== Segment start ==
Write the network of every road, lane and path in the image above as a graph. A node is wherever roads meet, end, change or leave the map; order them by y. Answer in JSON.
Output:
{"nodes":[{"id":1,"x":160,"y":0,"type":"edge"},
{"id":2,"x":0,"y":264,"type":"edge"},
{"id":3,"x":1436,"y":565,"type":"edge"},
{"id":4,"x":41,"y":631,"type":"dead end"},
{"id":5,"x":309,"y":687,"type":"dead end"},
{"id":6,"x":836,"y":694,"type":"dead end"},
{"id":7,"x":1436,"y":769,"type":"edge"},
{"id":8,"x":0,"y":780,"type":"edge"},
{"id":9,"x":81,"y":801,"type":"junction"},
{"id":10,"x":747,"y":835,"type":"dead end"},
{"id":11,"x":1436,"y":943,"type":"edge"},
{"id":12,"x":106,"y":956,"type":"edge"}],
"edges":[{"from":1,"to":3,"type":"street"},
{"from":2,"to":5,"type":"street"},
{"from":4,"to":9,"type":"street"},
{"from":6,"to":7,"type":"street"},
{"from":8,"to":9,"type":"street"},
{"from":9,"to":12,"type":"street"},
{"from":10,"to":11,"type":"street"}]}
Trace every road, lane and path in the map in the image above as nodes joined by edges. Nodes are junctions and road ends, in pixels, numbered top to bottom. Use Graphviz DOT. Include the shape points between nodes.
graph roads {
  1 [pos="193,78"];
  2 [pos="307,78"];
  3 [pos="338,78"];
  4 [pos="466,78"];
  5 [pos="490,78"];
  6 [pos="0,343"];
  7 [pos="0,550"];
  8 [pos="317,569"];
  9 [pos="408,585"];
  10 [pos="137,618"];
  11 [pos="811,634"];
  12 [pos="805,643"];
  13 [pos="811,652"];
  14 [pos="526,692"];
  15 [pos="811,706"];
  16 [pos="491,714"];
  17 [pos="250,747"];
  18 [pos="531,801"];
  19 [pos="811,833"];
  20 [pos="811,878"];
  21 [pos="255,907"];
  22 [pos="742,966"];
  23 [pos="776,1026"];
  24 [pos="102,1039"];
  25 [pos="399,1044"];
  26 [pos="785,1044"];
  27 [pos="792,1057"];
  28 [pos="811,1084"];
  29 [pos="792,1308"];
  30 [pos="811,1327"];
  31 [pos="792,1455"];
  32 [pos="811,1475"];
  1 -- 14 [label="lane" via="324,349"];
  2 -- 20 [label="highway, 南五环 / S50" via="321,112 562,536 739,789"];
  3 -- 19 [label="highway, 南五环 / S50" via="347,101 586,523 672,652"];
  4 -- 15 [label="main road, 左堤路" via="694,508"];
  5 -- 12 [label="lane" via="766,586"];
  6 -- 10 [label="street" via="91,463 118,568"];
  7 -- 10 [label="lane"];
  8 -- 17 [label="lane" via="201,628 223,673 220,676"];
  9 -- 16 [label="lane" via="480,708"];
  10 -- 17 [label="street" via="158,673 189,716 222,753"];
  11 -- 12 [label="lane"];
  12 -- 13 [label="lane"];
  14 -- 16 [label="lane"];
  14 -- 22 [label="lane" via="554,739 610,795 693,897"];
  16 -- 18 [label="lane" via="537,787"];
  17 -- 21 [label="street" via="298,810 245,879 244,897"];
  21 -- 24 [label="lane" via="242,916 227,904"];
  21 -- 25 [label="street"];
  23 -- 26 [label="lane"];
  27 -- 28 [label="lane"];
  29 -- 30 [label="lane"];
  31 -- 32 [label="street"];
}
== Segment end ==
> _EXERCISE REQUIREMENTS_
Every line in the data above that contains the word "highway" should be copied.

> _ANSWER FOR THIS EXERCISE_
  2 -- 20 [label="highway, 南五环 / S50" via="321,112 562,536 739,789"];
  3 -- 19 [label="highway, 南五环 / S50" via="347,101 586,523 672,652"];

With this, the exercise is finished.